### [TASK TO CARRY OUT]
Go through the data below line by line. Give only the number of lines that contain "Mozartstraße".

Top of INPUT

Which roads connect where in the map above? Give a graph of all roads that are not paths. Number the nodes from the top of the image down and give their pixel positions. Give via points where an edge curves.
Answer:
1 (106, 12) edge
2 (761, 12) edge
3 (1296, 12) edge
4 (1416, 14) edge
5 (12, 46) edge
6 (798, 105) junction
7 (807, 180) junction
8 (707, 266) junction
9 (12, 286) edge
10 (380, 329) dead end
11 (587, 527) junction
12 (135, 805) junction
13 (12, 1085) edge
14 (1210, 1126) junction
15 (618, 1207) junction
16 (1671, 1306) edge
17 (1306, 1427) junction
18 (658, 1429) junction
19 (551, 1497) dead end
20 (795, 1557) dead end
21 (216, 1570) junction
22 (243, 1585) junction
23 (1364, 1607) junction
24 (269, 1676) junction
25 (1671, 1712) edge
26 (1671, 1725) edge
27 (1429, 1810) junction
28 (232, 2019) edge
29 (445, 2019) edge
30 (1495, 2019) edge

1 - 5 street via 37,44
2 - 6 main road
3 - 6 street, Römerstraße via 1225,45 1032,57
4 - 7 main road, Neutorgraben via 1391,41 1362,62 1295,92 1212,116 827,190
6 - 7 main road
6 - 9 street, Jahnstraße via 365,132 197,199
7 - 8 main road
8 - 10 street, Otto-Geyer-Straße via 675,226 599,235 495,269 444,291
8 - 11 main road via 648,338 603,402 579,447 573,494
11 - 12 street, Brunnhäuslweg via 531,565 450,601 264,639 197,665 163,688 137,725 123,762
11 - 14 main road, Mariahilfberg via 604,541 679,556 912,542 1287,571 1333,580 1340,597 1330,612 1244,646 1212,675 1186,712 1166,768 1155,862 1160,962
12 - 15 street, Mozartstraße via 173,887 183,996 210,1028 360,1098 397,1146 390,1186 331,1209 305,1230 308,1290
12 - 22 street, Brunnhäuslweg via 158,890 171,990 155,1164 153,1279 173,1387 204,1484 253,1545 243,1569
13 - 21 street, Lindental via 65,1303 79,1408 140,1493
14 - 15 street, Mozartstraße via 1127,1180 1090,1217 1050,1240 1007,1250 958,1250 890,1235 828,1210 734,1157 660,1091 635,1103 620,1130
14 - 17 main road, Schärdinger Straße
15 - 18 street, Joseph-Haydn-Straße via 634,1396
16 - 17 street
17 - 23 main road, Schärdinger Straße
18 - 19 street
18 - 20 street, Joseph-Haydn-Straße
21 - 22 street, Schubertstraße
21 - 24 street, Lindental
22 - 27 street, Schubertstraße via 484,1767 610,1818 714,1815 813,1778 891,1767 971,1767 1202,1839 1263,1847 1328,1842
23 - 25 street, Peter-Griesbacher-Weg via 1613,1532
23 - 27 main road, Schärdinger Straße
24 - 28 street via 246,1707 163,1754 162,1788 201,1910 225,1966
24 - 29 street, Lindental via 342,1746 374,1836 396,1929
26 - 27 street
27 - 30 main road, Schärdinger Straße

Bottom of INPUT

### [ANSWER BOX]
2